As moças do CHAI têm como propósito redefinir o que é ser ‘kawaii’ em japonês, ou seja, o que significa ser ‘cute’ em inglês; ou ‘bonitinho’/’fofo’ em português. Elas fazem isso com uma mensagem bastante simples e inclusiva de que todos podem ser kawaii, cada pessoa de sua forma, mesmo quando isso vai contra os padrões de beleza (principalmente) japoneses. Algo bastante simples mesmo e universal, mas não pouco importante e bastante feminista.

O som e mensagem das moças já atraiu atenção desde seus primeiros lançamentos, os EPs Hottakara Series e Homegoro Series, principalmente na Europa. Seu single “Gyaranboo” se encontrou no Top 50 das músicas mais ouvidas no Spotify no Reino Unido sem nenhum esforço por parte da banda. Talvez por esse motivo elas tenham sido convidadas pelos queridinhos do hype Superorganism para ser sua banda de abertura.
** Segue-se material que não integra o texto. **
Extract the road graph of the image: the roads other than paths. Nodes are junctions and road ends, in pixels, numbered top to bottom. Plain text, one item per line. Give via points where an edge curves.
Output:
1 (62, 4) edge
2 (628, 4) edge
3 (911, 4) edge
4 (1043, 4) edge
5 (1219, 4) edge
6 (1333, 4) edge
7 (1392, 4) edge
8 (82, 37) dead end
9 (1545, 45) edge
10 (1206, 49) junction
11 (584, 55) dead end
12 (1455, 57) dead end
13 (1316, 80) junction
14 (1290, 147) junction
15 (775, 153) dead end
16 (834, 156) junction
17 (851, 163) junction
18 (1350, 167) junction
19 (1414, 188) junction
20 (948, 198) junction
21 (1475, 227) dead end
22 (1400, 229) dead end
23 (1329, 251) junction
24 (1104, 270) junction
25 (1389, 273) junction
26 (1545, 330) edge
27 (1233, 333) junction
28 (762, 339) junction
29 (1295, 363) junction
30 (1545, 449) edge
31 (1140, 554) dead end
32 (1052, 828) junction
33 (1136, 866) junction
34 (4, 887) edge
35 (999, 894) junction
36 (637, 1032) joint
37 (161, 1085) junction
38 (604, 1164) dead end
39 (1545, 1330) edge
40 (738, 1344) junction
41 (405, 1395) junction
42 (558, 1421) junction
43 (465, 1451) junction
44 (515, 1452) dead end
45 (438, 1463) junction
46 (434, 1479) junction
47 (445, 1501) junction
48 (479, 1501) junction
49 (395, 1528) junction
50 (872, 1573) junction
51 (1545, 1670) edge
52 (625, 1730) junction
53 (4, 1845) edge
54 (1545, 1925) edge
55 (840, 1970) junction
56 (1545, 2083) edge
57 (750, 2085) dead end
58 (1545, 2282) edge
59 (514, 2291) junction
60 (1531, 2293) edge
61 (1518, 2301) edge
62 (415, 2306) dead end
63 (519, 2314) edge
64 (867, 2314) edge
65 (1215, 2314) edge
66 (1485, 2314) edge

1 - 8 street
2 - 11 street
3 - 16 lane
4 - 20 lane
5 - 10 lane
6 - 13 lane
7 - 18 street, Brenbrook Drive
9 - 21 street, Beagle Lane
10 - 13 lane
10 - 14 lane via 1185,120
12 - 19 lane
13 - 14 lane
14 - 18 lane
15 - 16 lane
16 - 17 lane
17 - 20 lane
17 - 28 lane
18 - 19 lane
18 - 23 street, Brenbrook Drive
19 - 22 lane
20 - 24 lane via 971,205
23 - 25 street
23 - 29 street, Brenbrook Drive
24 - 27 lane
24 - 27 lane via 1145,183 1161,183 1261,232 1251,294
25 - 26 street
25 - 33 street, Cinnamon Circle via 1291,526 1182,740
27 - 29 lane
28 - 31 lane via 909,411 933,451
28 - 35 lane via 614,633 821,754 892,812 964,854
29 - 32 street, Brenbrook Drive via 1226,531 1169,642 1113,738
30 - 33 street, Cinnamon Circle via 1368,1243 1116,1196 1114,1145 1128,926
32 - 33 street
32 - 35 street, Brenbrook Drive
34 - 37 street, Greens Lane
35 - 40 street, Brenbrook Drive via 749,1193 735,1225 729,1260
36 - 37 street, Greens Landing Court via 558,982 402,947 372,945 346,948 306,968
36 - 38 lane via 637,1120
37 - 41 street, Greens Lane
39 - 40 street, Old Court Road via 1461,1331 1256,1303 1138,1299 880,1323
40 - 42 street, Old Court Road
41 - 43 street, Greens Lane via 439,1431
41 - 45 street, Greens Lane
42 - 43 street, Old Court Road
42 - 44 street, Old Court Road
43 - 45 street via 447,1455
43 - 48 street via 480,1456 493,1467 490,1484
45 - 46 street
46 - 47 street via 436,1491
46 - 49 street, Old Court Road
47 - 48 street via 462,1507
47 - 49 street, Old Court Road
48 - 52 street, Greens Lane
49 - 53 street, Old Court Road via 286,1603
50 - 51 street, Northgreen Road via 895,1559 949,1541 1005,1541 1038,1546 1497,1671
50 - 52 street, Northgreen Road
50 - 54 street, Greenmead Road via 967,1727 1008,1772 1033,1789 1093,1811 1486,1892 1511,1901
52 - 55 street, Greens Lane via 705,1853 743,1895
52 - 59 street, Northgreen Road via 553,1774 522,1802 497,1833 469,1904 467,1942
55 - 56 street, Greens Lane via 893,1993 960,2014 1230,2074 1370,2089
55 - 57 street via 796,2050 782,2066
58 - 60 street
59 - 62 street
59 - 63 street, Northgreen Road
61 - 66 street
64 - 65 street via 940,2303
O CHAI realmente faz uma música bastante diferente, até mesmo para os padrões da música japonesa atual, o que as torna bem interessantes. Elas definem seu som como influenciado por Cansei de Ser Sexy, Gorillaz e Jamiroquai, assim como Chvrches e Justice. Punk traz todas essas influências e também adiciona elementos mais tradicionais pop punk resultando em um álbum divertidíssimo do começo ao fim.

Diversão, mas com um propósito, parece ser o objetivo final das moças do CHAI o tempo todo e isso é bastante perceptível. As letras oscilam o tempo todo entre o japonês e o inglês, e o sotaque da vocalista principal Mana é tão carregado que nem sempre é possível distinguir entre os dois idiomas. E isso, nem de longe, é um problema ao longo da audição do disco.
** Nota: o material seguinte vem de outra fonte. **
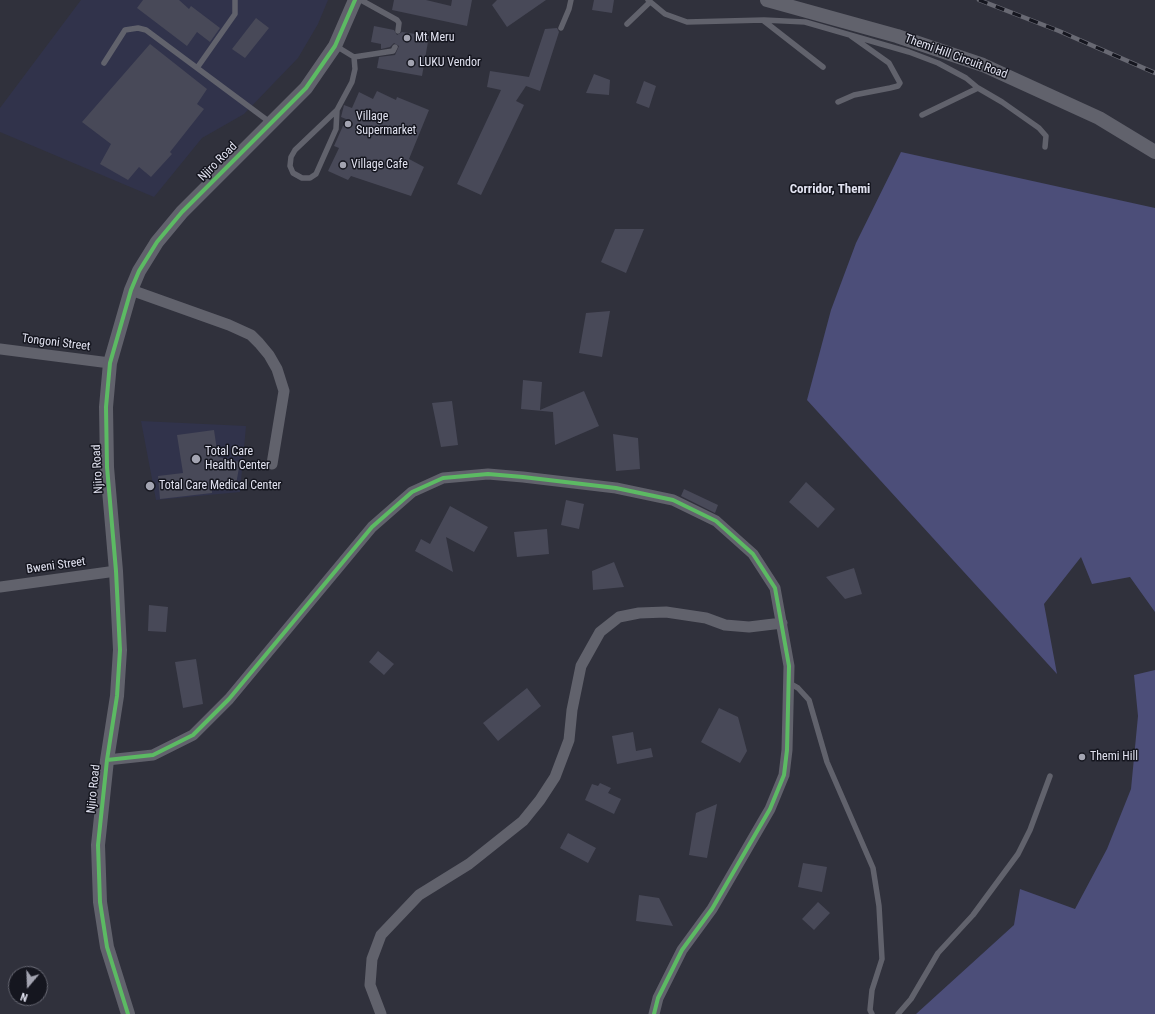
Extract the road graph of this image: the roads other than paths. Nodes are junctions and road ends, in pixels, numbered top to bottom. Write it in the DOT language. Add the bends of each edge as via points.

Sempre houveram alguns nomes orientais que conseguiram se manter no mundo musical ocidental, como o X-Japan e o Shonen Knife, e agora com a explosão de k-pop acontecendo no mundo pop, o preconceito ocidental com músicas e línguas orientais parece estar um pouco mais leve. E isso é tudo o que as meninas do CHAI precisam para poderem se firmar como um nome relevante dentro da esfera alternativa. Talento e qualidade musical para isso elas já mostraram que têm.

OUÇA: “Choose Go!”, “Fashionista”, “I’m Me”, “Feel The Beat” e “This Is Chai”

Ex Hex – It’s Real



O fato de que Mary Timony não é um nome tão instantaneamente reconhecível quanto Kathleen Hannah, Carrie Brownstein ou Kim Deal é, ao meu ver, quase um crime. A moça é uma guitarrista excepcional e está na ativa desde os anos 90, tendo tocado em bandas como Autoclave e Helium antes de se lançar em uma ótima carreira solo. Em 2011, Mary ao lado de Brownstein, Janet Weiss e Rebecca Cole, lançou o excelente Wild Flag, único álbum da banda de mesmo nome. Pouco depois ela formou o Ex Hex, seu projeto atual.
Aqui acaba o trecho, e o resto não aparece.